Now I was able to get his story on the top of the BBC nightly news — by the way, silenced here in America. No one would touch it. PBS News Hour turned it down. And I said, well, wait a minute. It says that the main sponsor of the PBS News Hour is Chevron oil. Does that have something to do with not running this story?

Again, I’m an atheist, so I don’t know how this happened, but I was in doctor’s office and some working class-looking guy brushed against me and I thought, did he just pick my pocket and take my wallet? And I reach in to my pockets and there’s a piece of paper. It said on the piece of paper, thank you for speaking for those of us who can’t. So that’s what I do. And I’m trying to do it with the poetry too, which is not by the way, generally overtly political. What did Pound say? it’s the news for which men die every day.

Navé: Well, it’s interesting, that fellow who slipped a note in your back pocket could have been an angel. And I mean that on all serious levels. If you think about the whole wide expanse of the universe being available to us as one proposition, then the idea of God becomes much more understandable.

Palast: Talking about angels, I was thinking two things. One, I just pulled up an angel poem, but I was also thinking, which is kind of somewhat inspired by Rilke’s line…”Every angel is terrifying.”

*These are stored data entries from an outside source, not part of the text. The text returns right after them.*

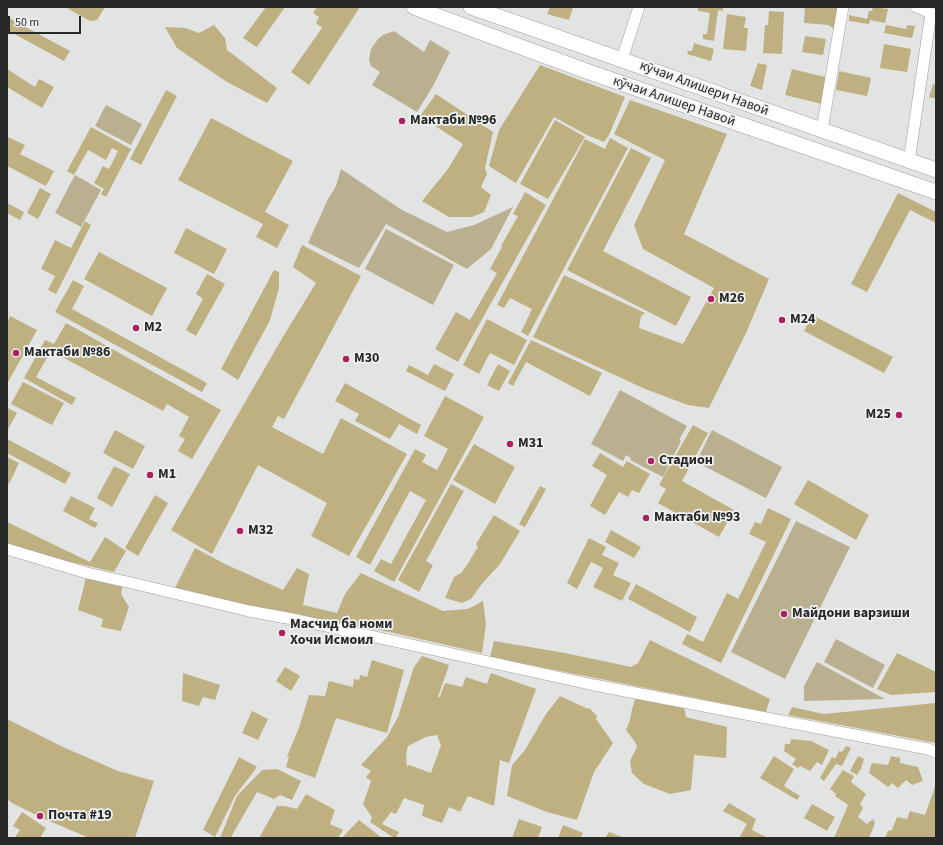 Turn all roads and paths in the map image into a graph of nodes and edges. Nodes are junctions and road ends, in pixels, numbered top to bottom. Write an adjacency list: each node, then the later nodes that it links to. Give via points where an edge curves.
1 (414, 7): 6 (street, кӯчаи Алишер Навоӣ)
2 (472, 7): 8 (street, кӯчаи Алишери Навоӣ)
3 (639, 7): 8 (street)
4 (843, 7): 9 (street)
5 (916, 7): 7 (street)
6 (447, 13): 12 (street, кӯчаи Алишер Навоӣ, via 589,72)
7 (934, 14): 10 (street)
8 (622, 59): 9 (street, кӯчаи Алишери Навоӣ)
9 (822, 130): 10 (street, кӯчаи Алишери Навоӣ)
10 (909, 161): 11 (street, кӯчаи Алишери Навоӣ)
11 (936, 170)
12 (936, 192)
13 (7, 549): 14 (street, via 87,573 249,611 594,685)
14 (936, 752)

Navé: And Lorca’s essay on the Theory and Play of the Duende. He talks about the angels. He says the angels fly overhead and they sometimes bless you. And they’re at a bit of a distance, an angelic distance. The muses will get into your heart, and sometimes other muses, they will drive you crazy. And they don’t cooperate with you, but the Duende, the Duende, deep in your body that bubbles, bubbles below your belly button, it sounds like the river’s roaring and itches the skin, that’s where the art is. So I love the idea of the angels being at a distance, but the Duende, that ooze that comes out of us as poets, I like the idea of the Duende.

Palast: If you don’t mind, I’ll do a little versification.

Navé: So Greg Palast will now read a poem about angels I think.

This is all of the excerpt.